Porque, sentadas estas dos cuestiones, la Constitución, a la que curiosamente no nombró el Presidente en su discurso que certificaba el inicio del diálogo, deja de ser intocable en su contenido, aunque no se toque su letra por lo garantista de su reforma, y puede ser desbordada para amparar una mayor autonomía de algún territorio. Una mayor autonomía que puede llegar a ser la independencia, siempre que se haga desde un cierto respeto a los procedimientos y se haga con discreción. Y esto puede hacerse a iniciativa de un Parlamento, siendo el proceso catalán el precedente. Así pues, a partir de septiembre se hablará de una mesa de partidos en el País Vasco, bordeando los procedimientos democráticos, y, después de las municipales del año que viene y con HB legalizada, Ibarretxe, amparado por una nueva mayoría, planteará una reforma del Estatuto que habrá llevado a las elecciones, cuyo referéndum, después de las generales de 2008, serán un plebiscito de independencia.
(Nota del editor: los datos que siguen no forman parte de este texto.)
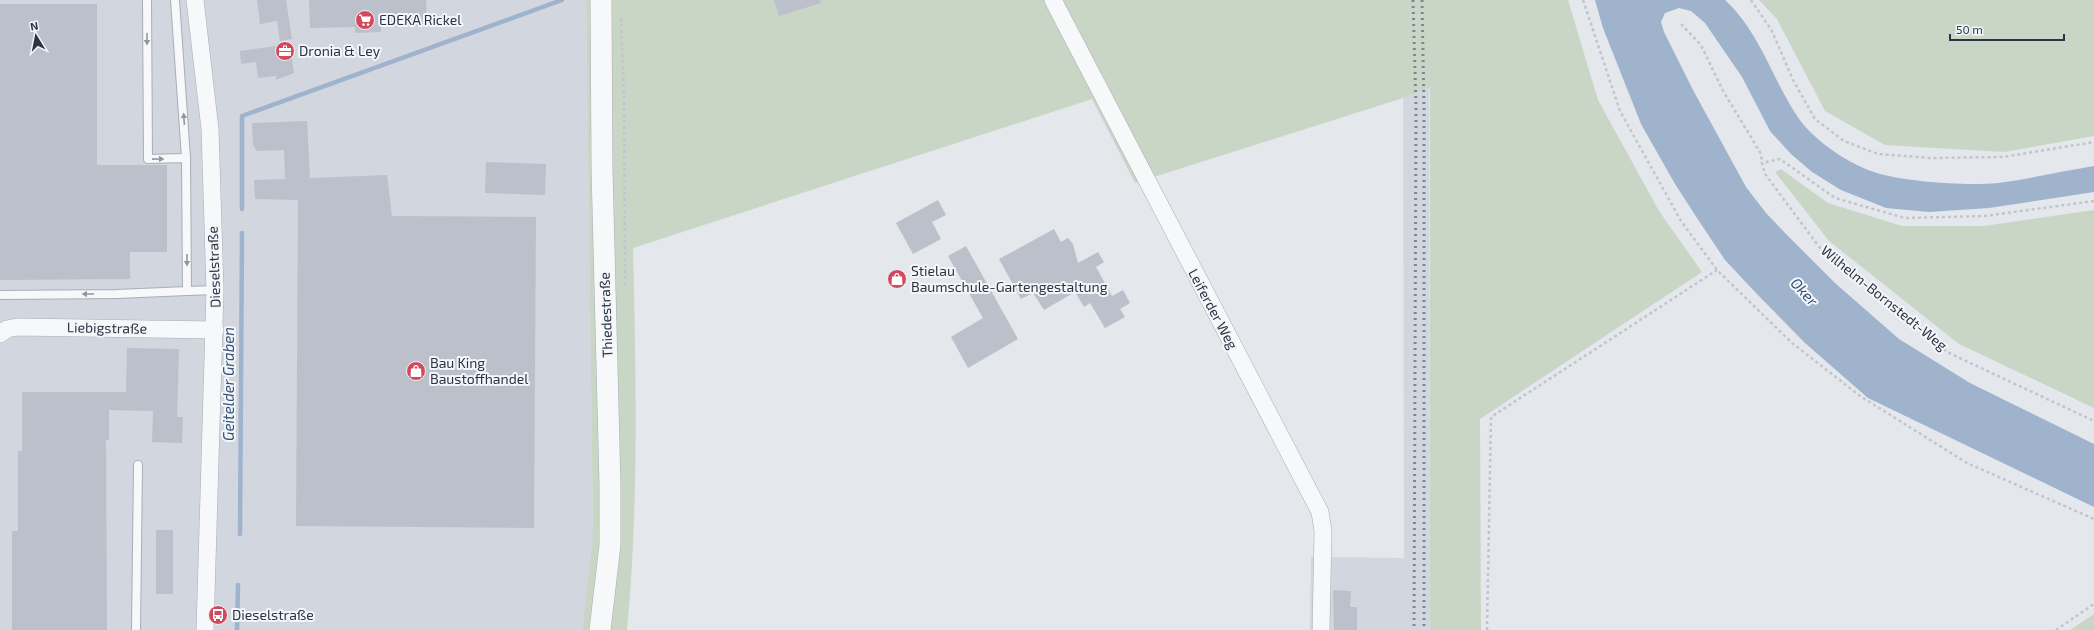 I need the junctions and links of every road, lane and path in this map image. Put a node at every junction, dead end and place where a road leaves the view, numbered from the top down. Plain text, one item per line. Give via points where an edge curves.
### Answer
1 (147, 0) edge
2 (175, 0) edge
3 (195, 0) edge
4 (601, 0) edge
5 (1053, 0) edge
6 (1583, 0) edge
7 (1751, 0) edge
8 (1681, 24) dead end
9 (2094, 142) edge
10 (186, 158) junction
11 (1762, 163) junction
12 (2094, 201) edge
13 (1718, 270) junction
14 (215, 290) junction
15 (187, 291) junction
16 (0, 295) edge
17 (215, 330) junction
18 (0, 334) edge
19 (2094, 421) edge
20 (138, 465) dead end
21 (2094, 519) edge
22 (2094, 604) edge
23 (136, 630) edge
24 (206, 630) edge
25 (600, 630) edge
26 (1321, 630) edge
27 (1487, 630) edge
28 (2056, 630) edge

1 -> 10 lane via 148,159
10 -> 2 lane
3 - 14 street, Dieselstraße via 210,129
4 - 25 street, Thiedestraße via 610,545
5 - 26 street, Leiferder Weg via 1320,512 1323,531
6 - 13 path via 1620,110 1681,221
7 - 9 path via 1772,31 1793,80 1815,119 1844,141 1878,154 1932,158 2003,157
8 - 11 path, Wilhelm-Bornstedt-Weg via 1701,45 1722,89 1761,154
10 -> 15 lane
11 - 12 path via 1780,159 1835,198 1905,218 1985,216
11 - 19 path, Wilhelm-Bornstedt-Weg via 1765,174 1820,248 1947,352
13 - 21 path via 1792,343 1860,396 1967,463
13 - 27 path via 1491,417
14 - 15 lane
14 - 17 street, Dieselstraße
15 -> 16 lane
17 - 18 street, Liebigstraße via 17,327
17 - 24 street, Dieselstraße
20 - 23 lane
22 - 28 path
Eso sí, se nos dirá que esto es democrático, aunque a los demás no se nos consulte, y se invocará a Quebec y a Montenegro, y se argumentará que se ha producido en ausencia de violencia. Con lo que al fin del proceso, los terroristas de ETA habrán conseguido lo que querían, la independencia del País Vasco, a cambio de renunciar a las armas y, al menos a corto plazo, a Navarra.

Yo voté socialista en las elecciones de 2004. Y en estas mismas páginas expuse, en un ejercicio de salud democrática, las razones de ese voto. Creí, entonces, que el PSOE iba a tratar la reforma del Estado de las Autonomías con más sentido federal (el que siempre tuvo por su historia) y con más ponderación (pensé que era un partido no nacionalista). No ha sido así y, a pesar de que valoro algunas de sus iniciativas de gobierno, este gobierno ya no puede contar con mi voto. Y como no me lo puede devolver, ni se va a volver atrás en su política, mucho me temo que lo ha perdido para las próximas muchas elecciones. Mi problema, ahora, será buscar a quién dárselo. Porque el PSOE lo ha perdido, pero el PP aún no lo ha ganado.